The pattern is well established. In the past year alone, ransomware has forced emergency declarations in multiple American cities, disrupted hospital systems, and crippled payment processors serving 80 banks simultaneously. The attackers are increasingly sophisticated, with recent campaigns employing AI assisted techniques to breach hundreds of targets across dozens of countries.

What This Means for Residents

If you live in Foster City or use LA Metro services, the immediate risk is phishing. Attackers who compromise municipal databases often use the stolen data to craft convincing follow up scams. An email that references your actual utility account number or permit application looks far more legitimate than a generic phishing attempt. Be especially skeptical of any communication that claims to be from the city or Metro in the coming weeks, particularly messages that create urgency or ask you to click links to "verify your account" or "claim a refund."

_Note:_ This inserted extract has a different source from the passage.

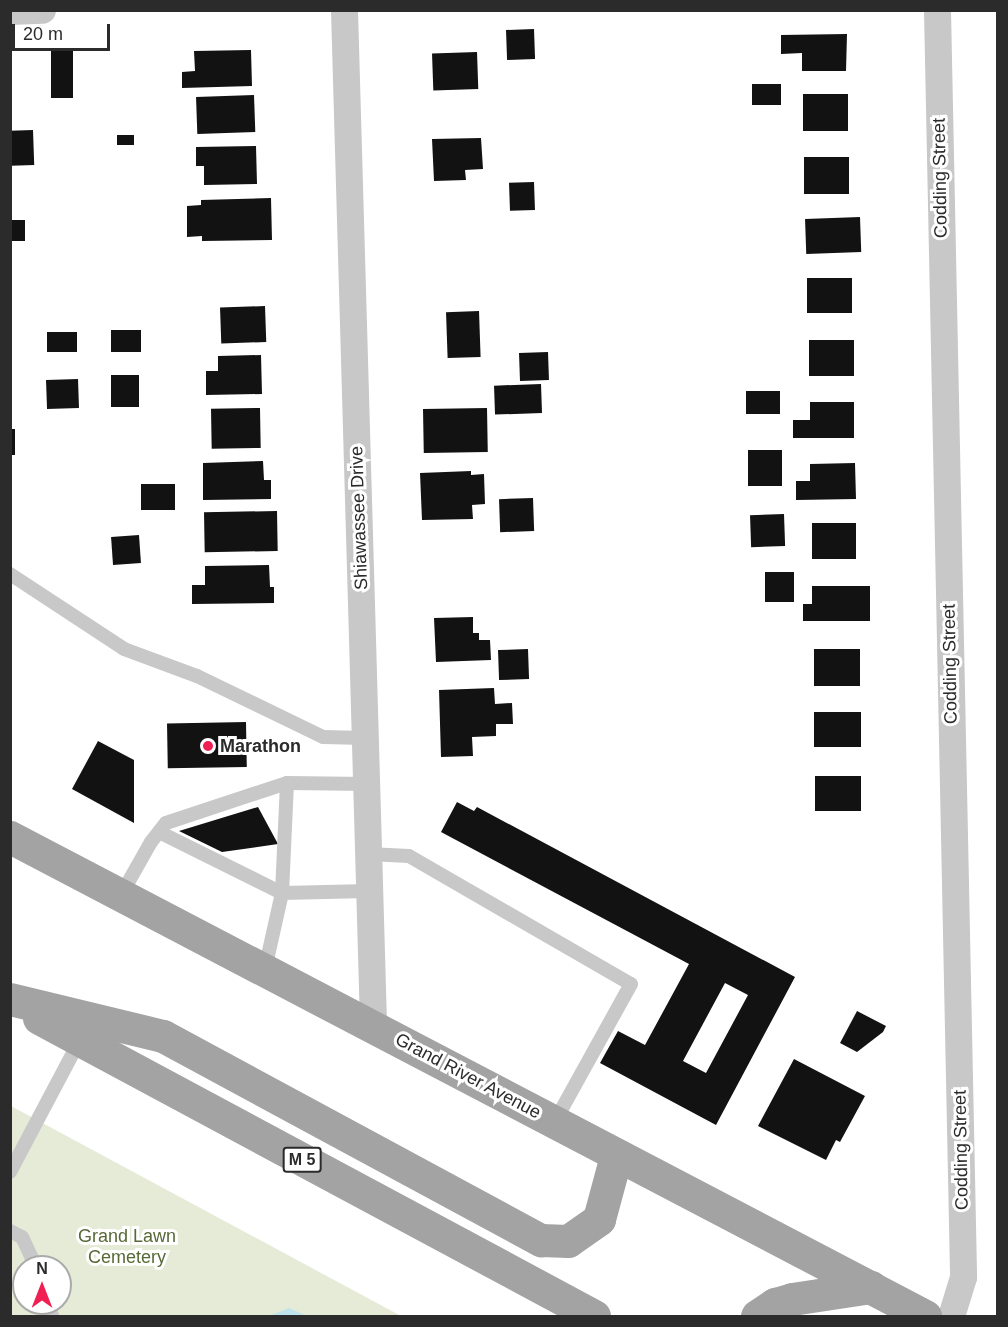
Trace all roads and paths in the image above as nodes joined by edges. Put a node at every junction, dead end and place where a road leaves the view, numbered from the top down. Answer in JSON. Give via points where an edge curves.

More broadly, these incidents illustrate a reality that affects everyone who interacts with local government. The personal information you provide to your city, including your name, address, phone number, email, financial details for utility payments, and property records, is only as secure as your city's IT infrastructure. And in most municipalities, that infrastructure is running on a fraction of the budget that a comparably sized private company would spend on cybersecurity.